━━━━━ Records supplied
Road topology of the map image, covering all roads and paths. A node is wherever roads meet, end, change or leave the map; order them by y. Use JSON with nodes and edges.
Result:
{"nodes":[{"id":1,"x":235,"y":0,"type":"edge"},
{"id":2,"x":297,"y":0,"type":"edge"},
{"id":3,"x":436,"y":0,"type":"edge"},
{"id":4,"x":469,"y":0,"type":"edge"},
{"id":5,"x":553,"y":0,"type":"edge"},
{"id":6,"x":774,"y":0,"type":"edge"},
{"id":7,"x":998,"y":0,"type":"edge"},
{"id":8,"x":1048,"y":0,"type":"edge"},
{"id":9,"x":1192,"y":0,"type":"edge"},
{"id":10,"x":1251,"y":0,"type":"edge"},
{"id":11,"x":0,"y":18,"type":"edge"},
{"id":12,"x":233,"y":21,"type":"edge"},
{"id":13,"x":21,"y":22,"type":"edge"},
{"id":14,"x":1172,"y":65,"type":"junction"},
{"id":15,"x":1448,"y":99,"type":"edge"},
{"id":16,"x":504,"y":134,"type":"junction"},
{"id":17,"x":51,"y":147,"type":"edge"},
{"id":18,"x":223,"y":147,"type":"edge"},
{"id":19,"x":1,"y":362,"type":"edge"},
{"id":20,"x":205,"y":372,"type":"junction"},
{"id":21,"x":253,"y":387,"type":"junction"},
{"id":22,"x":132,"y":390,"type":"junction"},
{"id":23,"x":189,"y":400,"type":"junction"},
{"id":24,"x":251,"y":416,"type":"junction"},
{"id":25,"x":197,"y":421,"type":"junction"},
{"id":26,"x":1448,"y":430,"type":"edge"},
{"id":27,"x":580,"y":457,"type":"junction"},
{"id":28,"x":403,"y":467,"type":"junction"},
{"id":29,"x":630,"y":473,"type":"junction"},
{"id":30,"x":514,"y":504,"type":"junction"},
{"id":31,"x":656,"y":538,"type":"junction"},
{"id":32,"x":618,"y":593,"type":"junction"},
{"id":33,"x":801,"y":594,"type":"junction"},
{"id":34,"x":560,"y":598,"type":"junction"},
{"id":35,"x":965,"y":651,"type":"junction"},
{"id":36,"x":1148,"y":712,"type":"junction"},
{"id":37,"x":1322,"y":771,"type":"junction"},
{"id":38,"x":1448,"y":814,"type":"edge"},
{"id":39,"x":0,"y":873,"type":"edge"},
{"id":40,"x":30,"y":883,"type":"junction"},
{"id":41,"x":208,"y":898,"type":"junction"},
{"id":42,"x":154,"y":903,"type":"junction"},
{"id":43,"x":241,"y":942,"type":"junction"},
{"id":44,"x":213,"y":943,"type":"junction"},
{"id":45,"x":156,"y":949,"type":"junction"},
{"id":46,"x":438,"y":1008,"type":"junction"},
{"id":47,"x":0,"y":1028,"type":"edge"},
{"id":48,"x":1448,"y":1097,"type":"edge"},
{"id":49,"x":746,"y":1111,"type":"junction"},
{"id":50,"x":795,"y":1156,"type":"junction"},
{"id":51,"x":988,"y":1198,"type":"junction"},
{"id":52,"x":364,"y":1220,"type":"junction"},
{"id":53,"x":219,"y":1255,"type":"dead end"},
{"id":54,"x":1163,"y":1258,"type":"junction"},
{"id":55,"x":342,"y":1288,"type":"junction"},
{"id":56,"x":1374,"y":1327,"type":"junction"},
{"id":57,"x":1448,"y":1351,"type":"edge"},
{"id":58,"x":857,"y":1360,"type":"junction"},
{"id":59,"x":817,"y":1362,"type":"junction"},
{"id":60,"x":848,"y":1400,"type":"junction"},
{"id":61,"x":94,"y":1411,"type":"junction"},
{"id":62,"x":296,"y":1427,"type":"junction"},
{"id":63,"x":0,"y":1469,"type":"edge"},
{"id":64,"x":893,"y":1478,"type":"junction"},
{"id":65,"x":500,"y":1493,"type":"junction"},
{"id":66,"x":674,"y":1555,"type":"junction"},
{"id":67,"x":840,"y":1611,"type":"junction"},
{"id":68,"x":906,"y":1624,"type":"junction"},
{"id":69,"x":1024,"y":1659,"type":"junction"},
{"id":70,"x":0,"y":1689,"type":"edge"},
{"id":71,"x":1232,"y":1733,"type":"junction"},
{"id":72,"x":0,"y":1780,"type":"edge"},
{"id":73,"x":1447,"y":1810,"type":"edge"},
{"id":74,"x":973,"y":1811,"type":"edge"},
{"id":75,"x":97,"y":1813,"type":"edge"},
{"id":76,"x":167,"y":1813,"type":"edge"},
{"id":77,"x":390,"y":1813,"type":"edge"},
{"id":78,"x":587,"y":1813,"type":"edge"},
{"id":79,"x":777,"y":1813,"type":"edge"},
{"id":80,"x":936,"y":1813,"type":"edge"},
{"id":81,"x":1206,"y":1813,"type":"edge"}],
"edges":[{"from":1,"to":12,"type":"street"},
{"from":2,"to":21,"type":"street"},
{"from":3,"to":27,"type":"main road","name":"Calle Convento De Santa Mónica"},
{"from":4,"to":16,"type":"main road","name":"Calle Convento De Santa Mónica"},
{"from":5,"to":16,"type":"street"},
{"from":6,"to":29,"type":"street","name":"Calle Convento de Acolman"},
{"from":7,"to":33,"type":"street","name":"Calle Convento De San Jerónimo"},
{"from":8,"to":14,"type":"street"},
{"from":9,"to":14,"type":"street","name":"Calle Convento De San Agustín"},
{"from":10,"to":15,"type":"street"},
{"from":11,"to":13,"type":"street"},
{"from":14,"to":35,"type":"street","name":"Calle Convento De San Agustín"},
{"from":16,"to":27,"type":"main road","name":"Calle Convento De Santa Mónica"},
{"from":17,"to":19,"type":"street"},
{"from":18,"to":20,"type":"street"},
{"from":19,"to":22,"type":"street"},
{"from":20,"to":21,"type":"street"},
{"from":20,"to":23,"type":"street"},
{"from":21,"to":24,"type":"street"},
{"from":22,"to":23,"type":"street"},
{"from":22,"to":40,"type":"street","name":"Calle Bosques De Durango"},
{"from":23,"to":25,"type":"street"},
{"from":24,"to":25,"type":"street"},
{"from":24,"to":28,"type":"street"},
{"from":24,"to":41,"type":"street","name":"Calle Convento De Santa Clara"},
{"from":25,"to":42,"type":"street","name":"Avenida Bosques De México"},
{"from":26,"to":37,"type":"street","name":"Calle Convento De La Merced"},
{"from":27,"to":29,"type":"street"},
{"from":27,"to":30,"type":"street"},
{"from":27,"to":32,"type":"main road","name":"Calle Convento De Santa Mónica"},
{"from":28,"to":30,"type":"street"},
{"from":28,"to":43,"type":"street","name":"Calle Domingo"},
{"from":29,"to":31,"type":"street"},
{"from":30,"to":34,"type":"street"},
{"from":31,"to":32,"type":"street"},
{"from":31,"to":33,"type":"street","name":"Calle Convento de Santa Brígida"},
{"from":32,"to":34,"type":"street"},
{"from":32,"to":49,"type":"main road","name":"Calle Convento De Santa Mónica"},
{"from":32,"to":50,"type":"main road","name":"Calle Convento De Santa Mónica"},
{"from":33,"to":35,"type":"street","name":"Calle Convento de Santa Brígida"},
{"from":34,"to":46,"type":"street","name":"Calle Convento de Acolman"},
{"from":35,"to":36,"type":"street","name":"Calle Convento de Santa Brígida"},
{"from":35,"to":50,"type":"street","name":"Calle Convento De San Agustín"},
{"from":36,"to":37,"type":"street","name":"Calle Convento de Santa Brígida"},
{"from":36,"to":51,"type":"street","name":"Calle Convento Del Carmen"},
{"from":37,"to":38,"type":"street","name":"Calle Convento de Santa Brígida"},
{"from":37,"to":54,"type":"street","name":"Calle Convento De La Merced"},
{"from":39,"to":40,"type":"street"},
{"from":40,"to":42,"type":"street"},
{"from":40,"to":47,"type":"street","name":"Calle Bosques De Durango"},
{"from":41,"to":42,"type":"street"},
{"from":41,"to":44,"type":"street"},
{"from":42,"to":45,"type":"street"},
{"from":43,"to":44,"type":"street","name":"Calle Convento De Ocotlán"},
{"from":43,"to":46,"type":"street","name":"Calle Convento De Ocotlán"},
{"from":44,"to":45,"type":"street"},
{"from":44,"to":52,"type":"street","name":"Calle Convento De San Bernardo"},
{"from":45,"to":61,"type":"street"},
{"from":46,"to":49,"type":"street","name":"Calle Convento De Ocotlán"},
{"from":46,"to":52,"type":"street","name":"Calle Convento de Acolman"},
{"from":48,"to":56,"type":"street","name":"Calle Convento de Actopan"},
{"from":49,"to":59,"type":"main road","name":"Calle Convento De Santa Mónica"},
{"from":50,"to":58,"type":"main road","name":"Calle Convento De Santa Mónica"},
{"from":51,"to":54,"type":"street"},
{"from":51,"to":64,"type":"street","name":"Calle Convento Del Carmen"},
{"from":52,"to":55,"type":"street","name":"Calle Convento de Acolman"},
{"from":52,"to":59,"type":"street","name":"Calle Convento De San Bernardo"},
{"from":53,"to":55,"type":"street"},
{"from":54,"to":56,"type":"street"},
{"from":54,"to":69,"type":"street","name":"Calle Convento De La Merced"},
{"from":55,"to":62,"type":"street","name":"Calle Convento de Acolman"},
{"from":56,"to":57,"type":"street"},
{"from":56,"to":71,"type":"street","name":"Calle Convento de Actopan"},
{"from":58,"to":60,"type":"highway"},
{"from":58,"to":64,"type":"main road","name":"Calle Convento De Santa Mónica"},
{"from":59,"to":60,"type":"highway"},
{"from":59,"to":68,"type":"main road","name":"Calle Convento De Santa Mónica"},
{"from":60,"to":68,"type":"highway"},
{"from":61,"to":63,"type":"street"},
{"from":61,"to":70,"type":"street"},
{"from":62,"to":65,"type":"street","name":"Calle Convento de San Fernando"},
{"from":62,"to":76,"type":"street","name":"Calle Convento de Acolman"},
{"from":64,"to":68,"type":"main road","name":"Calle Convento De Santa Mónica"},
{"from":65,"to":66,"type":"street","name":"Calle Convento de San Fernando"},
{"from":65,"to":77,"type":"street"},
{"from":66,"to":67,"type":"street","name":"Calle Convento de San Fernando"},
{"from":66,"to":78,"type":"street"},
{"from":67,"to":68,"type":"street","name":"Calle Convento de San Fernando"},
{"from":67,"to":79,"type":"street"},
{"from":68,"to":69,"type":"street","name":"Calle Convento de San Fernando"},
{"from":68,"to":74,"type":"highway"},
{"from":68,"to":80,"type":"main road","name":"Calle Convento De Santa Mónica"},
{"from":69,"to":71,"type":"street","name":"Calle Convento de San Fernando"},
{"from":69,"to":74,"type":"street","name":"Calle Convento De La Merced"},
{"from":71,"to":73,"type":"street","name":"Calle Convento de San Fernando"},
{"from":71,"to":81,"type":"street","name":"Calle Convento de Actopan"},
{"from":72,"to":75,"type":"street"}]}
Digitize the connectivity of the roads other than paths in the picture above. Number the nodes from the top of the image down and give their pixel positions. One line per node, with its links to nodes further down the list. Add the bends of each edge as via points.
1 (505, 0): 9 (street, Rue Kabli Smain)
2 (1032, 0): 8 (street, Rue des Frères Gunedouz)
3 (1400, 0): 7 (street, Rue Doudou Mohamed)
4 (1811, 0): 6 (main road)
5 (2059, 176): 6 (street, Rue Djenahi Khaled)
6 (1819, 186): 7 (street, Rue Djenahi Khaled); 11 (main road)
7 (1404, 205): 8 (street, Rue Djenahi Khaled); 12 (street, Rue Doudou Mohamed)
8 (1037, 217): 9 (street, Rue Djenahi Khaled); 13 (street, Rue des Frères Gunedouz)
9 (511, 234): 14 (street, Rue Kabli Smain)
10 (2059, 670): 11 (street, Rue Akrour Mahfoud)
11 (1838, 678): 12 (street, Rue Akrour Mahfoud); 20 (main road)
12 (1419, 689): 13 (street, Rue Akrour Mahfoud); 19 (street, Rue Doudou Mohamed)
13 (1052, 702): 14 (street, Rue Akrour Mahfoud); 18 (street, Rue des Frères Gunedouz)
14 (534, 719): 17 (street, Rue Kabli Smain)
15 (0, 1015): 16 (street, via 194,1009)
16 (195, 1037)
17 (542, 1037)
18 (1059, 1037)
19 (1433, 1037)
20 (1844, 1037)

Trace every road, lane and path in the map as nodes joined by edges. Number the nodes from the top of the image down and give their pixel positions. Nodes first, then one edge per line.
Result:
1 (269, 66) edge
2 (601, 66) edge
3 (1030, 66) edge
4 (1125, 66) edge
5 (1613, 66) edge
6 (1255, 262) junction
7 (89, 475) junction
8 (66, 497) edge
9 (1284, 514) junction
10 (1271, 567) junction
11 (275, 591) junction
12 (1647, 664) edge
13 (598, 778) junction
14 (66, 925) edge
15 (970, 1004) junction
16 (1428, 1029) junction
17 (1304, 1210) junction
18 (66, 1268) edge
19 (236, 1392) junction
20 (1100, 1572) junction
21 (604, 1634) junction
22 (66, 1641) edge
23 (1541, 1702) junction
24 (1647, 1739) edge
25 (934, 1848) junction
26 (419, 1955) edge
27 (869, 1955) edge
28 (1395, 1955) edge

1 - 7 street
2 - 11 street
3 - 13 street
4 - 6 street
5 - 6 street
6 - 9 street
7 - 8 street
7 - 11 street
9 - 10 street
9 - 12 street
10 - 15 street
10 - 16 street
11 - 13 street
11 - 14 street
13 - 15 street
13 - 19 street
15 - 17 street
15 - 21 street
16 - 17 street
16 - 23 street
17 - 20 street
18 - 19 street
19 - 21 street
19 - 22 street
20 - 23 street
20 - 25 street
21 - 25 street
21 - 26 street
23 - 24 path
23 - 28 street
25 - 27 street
━━━━━━━━━━
■ **Work to be completed**
Within the records above, find every line holding the word "their" and give the total as a bare number.

■ **Written solution**
2